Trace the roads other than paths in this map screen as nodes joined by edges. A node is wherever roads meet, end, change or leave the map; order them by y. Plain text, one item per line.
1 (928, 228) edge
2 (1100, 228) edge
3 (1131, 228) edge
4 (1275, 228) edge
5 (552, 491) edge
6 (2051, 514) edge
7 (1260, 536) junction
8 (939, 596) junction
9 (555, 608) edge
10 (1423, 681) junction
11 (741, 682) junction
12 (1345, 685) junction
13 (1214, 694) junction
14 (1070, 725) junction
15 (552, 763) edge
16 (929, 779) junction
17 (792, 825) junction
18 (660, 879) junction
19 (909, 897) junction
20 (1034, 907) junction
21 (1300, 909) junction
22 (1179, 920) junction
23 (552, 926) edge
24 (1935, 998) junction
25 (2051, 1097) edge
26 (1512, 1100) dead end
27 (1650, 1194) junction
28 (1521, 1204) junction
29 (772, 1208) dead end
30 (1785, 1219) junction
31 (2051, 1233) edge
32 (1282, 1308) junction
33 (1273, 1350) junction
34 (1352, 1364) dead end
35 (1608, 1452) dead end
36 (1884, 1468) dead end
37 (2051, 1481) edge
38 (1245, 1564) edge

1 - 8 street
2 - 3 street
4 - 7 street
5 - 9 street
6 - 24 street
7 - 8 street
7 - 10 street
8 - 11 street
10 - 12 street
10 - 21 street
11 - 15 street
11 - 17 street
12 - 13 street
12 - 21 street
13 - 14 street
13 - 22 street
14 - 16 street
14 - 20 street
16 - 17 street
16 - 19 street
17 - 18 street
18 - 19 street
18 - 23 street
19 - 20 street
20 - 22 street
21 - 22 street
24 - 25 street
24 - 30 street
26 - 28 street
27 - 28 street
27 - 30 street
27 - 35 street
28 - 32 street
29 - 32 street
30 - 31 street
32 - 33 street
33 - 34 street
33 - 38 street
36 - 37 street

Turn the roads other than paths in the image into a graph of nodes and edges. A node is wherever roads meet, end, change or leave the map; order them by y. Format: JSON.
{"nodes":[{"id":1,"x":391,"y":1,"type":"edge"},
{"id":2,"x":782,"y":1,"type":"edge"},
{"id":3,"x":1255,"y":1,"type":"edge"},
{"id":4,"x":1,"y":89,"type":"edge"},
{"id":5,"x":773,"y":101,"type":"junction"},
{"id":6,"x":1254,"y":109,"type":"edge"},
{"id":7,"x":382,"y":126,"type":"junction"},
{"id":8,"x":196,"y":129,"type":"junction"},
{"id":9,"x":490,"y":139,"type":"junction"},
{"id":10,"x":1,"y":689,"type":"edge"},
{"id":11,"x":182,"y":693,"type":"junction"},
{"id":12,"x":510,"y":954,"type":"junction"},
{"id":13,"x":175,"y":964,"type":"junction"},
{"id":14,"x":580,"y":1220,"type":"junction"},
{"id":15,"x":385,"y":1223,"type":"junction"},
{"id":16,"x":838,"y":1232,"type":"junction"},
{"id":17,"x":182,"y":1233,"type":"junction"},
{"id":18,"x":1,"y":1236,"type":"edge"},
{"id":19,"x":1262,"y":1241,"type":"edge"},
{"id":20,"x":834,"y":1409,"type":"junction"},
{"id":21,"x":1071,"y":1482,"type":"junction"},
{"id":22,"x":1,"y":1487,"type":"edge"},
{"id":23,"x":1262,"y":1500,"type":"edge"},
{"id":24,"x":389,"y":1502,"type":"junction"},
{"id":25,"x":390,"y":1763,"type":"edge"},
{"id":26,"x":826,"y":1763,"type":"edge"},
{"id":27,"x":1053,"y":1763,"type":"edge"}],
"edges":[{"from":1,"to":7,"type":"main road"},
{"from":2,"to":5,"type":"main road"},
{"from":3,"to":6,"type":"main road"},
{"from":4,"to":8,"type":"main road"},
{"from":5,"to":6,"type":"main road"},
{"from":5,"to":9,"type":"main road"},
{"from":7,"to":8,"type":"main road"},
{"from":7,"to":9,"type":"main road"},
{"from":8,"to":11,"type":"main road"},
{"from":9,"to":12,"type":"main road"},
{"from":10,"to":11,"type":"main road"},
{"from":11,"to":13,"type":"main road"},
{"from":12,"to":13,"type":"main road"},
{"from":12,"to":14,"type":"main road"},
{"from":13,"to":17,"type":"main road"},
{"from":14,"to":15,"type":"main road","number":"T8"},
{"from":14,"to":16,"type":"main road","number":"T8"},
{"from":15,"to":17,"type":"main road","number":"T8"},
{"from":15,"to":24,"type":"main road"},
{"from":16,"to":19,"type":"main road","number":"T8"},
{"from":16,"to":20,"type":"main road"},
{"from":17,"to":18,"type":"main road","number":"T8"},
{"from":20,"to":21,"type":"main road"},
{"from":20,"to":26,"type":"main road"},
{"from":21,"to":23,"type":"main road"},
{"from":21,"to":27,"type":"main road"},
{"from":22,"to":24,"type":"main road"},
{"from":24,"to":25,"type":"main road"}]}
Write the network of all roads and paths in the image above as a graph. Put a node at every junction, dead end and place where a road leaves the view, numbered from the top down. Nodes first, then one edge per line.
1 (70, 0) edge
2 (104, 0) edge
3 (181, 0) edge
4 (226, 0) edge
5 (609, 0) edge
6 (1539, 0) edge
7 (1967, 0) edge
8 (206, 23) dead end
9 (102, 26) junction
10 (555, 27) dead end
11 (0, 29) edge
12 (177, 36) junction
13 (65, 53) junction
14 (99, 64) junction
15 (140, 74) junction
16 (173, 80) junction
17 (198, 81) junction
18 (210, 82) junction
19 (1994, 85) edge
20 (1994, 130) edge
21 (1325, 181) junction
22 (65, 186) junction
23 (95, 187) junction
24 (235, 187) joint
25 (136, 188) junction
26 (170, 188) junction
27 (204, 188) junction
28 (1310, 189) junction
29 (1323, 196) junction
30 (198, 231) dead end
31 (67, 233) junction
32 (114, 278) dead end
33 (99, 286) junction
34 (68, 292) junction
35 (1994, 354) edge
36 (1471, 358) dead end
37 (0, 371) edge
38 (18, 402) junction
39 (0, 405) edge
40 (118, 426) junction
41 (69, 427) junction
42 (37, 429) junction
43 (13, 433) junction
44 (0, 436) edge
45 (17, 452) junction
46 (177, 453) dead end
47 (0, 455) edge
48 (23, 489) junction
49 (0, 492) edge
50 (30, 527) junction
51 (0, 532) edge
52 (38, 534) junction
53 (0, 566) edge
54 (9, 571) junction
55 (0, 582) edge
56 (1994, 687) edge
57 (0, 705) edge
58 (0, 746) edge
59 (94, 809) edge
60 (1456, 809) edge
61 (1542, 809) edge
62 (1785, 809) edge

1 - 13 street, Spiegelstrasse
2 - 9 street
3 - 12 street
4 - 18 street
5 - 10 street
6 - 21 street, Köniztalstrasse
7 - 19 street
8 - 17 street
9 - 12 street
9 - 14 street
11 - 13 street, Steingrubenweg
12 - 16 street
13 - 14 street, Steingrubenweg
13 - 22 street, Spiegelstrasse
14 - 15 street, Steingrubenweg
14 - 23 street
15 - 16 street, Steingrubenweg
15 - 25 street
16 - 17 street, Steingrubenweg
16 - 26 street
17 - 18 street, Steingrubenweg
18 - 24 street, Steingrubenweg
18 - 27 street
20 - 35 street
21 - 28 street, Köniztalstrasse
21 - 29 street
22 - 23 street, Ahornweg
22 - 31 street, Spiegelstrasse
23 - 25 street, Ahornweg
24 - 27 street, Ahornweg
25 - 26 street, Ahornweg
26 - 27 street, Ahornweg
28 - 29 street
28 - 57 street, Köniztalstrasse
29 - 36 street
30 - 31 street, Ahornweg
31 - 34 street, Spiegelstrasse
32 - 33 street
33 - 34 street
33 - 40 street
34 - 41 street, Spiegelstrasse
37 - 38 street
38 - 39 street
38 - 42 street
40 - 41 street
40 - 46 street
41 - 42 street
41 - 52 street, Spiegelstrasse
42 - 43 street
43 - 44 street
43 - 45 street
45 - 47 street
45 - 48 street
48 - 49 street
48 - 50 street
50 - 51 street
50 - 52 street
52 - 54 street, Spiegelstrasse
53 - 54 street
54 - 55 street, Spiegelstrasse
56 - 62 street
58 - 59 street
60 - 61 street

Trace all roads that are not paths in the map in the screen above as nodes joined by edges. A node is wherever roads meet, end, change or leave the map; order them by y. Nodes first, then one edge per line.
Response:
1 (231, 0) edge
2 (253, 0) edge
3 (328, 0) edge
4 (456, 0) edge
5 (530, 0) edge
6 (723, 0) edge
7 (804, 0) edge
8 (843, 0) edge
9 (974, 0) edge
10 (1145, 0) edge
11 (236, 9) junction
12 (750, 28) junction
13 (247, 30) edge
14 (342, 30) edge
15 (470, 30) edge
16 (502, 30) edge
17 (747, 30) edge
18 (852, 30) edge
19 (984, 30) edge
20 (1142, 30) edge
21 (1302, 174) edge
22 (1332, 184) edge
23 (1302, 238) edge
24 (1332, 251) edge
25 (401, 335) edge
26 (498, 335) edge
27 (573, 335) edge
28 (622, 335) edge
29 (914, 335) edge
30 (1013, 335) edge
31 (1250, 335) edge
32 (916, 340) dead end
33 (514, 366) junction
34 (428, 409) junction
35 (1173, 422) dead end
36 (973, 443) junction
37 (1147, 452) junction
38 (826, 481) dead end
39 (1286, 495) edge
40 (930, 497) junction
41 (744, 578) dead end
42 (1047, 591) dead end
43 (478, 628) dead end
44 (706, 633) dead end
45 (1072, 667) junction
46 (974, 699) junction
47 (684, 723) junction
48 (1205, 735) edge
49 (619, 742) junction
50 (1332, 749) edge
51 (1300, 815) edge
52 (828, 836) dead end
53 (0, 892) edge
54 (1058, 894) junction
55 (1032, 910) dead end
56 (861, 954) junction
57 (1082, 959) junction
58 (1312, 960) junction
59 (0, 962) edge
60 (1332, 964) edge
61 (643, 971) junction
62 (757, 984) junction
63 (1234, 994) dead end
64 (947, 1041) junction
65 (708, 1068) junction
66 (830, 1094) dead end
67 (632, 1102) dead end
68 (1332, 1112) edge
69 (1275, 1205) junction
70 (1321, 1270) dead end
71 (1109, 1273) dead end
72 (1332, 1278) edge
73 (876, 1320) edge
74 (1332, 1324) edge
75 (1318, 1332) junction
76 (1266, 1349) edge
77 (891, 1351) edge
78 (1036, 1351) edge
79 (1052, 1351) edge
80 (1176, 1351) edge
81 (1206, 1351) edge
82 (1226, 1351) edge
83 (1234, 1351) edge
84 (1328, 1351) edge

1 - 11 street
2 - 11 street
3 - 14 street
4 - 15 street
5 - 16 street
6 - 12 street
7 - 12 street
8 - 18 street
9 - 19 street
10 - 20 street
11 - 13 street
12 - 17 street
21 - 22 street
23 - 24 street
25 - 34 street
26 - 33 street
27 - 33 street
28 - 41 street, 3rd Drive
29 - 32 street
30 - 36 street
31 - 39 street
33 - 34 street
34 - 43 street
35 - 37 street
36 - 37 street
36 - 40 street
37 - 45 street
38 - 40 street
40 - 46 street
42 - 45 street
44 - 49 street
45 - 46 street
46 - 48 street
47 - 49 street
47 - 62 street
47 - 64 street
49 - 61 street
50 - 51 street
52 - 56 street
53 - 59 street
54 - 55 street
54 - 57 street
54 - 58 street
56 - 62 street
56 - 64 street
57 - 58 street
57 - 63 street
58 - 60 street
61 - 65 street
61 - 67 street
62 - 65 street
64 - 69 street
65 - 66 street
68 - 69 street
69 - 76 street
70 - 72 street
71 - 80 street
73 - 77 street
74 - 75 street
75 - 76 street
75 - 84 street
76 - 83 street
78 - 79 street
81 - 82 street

* [ASSIGNMENT] Copy every line of the records above that holds the word "then".

* [OUTPUT FOR THIS EXERCISE]
Write the network of all roads and paths in the image above as a graph. Put a node at every junction, dead end and place where a road leaves the view, numbered from the top down. Nodes first, then one edge per line.
Trace all roads that are not paths in the map in the screen above as nodes joined by edges. A node is wherever roads meet, end, change or leave the map; order them by y. Nodes first, then one edge per line.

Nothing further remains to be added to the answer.